▶ **Task prompt**
Could you transcribe each entry below exactly, minus the images?

[Dataset entries]
* * *
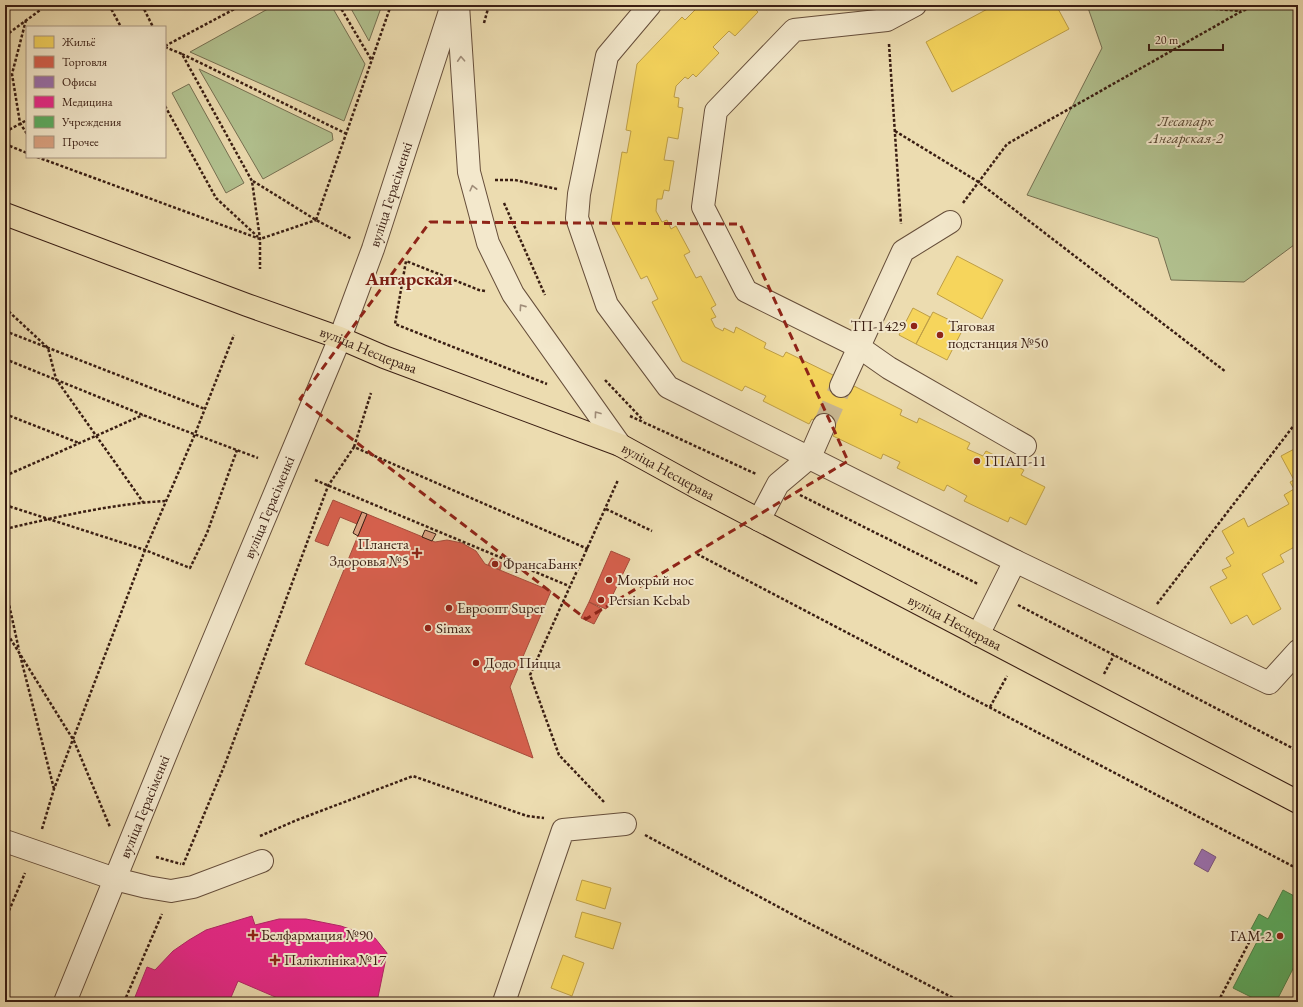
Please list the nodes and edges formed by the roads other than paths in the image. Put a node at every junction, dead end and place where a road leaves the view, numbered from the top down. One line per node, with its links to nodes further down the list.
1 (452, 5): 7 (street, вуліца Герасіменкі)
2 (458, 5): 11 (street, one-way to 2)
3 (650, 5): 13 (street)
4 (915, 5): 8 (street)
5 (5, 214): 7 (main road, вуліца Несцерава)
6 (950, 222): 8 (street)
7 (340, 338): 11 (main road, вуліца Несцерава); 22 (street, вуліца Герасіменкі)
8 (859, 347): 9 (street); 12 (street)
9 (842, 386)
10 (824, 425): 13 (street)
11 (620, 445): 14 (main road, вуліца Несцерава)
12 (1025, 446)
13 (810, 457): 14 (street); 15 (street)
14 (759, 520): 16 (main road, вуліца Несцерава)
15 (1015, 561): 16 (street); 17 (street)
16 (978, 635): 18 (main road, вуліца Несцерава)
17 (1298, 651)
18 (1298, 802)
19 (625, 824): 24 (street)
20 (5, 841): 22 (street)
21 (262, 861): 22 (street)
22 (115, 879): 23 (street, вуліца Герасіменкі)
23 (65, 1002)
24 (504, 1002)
* * *
▶ **The answer**
Please list the nodes and edges formed by the roads other than paths in the image. Put a node at every junction, dead end and place where a road leaves the view, numbered from the top down. One line per node, with its links to nodes further down the list.
1 (452, 5): 7 (street, вуліца Герасіменкі)
2 (458, 5): 11 (street, one-way to 2)
3 (650, 5): 13 (street)
4 (915, 5): 8 (street)
5 (5, 214): 7 (main road, вуліца Несцерава)
6 (950, 222): 8 (street)
7 (340, 338): 11 (main road, вуліца Несцерава); 22 (street, вуліца Герасіменкі)
8 (859, 347): 9 (street); 12 (street)
9 (842, 386)
10 (824, 425): 13 (street)
11 (620, 445): 14 (main road, вуліца Несцерава)
12 (1025, 446)
13 (810, 457): 14 (street); 15 (street)
14 (759, 520): 16 (main road, вуліца Несцерава)
15 (1015, 561): 16 (street); 17 (street)
16 (978, 635): 18 (main road, вуліца Несцерава)
17 (1298, 651)
18 (1298, 802)
19 (625, 824): 24 (street)
20 (5, 841): 22 (street)
21 (262, 861): 22 (street)
22 (115, 879): 23 (street, вуліца Герасіменкі)
23 (65, 1002)
24 (504, 1002)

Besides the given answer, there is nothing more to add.